Usually a doctor will conduct a series of tests in order to make a proper diagnosis. They will perform brain scans and do a physical exam. A mental status exam will also be conducted. A consultation with a neurologist will be scheduled. During this time, they will conduct several memory tests to pinpoint the cause of memory loss and check if you suffer from dementia.
During the consultation, the doctor will ask you to complete several physical exams. These include blood tests, neurological tests, and vision tests. Your mental health will be assessed as well. The goal is to determine if you have any brain scans or vision problems that would suggest that you may have a problem with your memory.
Common symptoms of dementia
The most common symptom of this disease is forgetfulness. The patient will forget several common things, such as names, phone numbers, and where they put things. They will also struggle with organization and will usually fail to follow regular routines. A clear correlation has been drawn between Alzheimer’s and dementia. People who have dementia are more likely to also have a diagnosis of cognitive impairment.
If you are an older person and you think you may have Dementia Disease, then you need to contact a professional for proper diagnosis. Cognitive impairment means that you are unable to think of or remember things. Forgetting names and places is just one symptom. Another is that you tend to experience problems with planning ahead and are unable to make logical inferences. This can be a very difficult combination to live with.
Mild cognitive impairment is described as having moderate to severe memory problems. A person who meets the above criteria has an inability to perform activities that would normally require at least moderate ability. This includes but is not limited to, writing, reading, and recognizing pictures. A person with dementia that meets this criterion has difficulty of thinking and comprehending things. In the Alzheimer’s world, having a short memory is considered a symptom of having the disease.
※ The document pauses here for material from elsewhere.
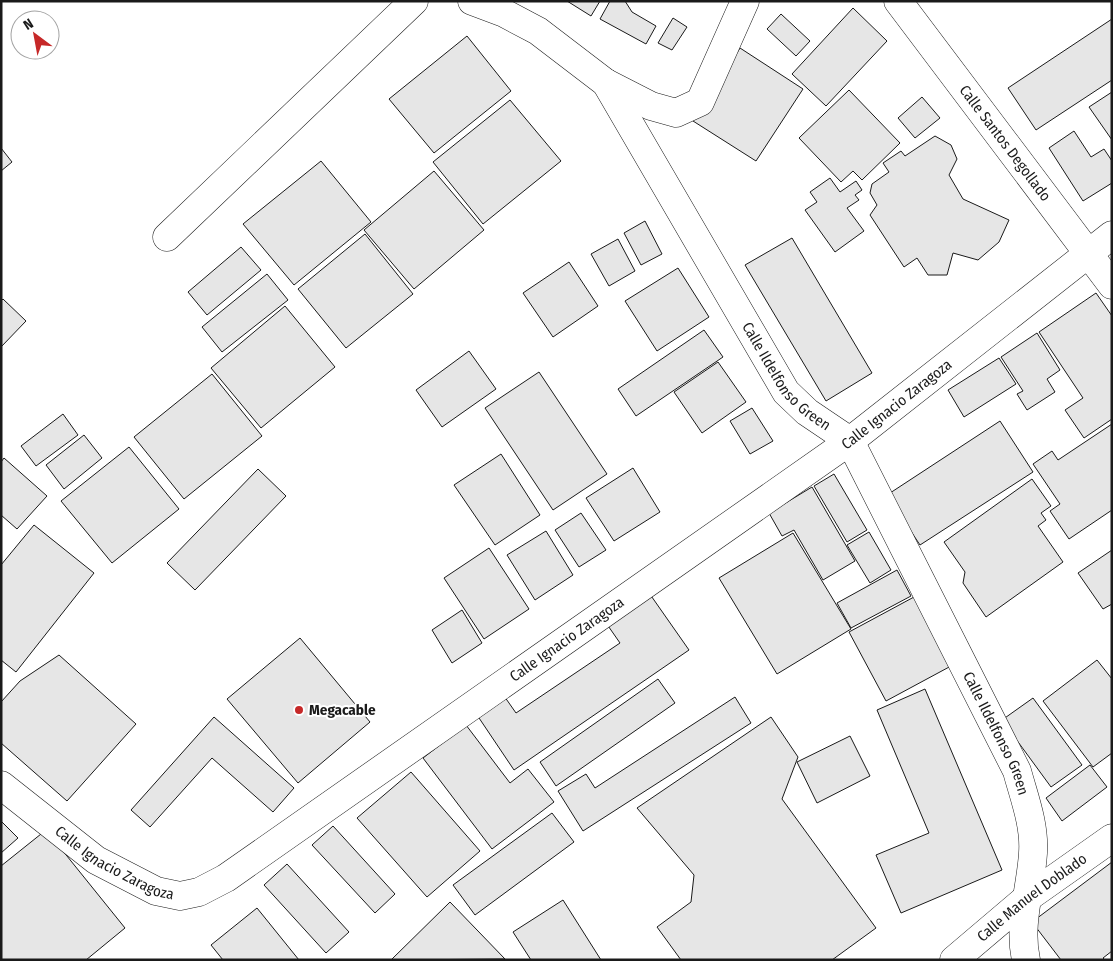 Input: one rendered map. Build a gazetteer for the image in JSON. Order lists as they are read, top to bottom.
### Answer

In other words, having a short memory does not necessarily mean you have Alzheimer’s.
Unfortunately, having some or all of these symptoms does not always mean that you have Alzheimer’s. Sometimes, these signs will go unnoticed. Therefore, it is important that you get an early diagnosis in order to prevent further memory loss or worse. Having an early diagnosis can make the difference between full recovery and a lifetime of complications that can be avoided.
Statistics of dementia
Dementia affects about one out of every four Americans over age 65. This figure is based on a study of people conducted by the National Institute of Neurological Disorders and Stroke (NINDS). This study determined that fifty percent of people believed they had dementia when in reality, their symptoms were actually the result of another disorder. Other studies have indicated that up to twenty percent of patients who are suspected of having the disease do not have it after undergoing a proper screening process. This makes the importance of proper screening very important.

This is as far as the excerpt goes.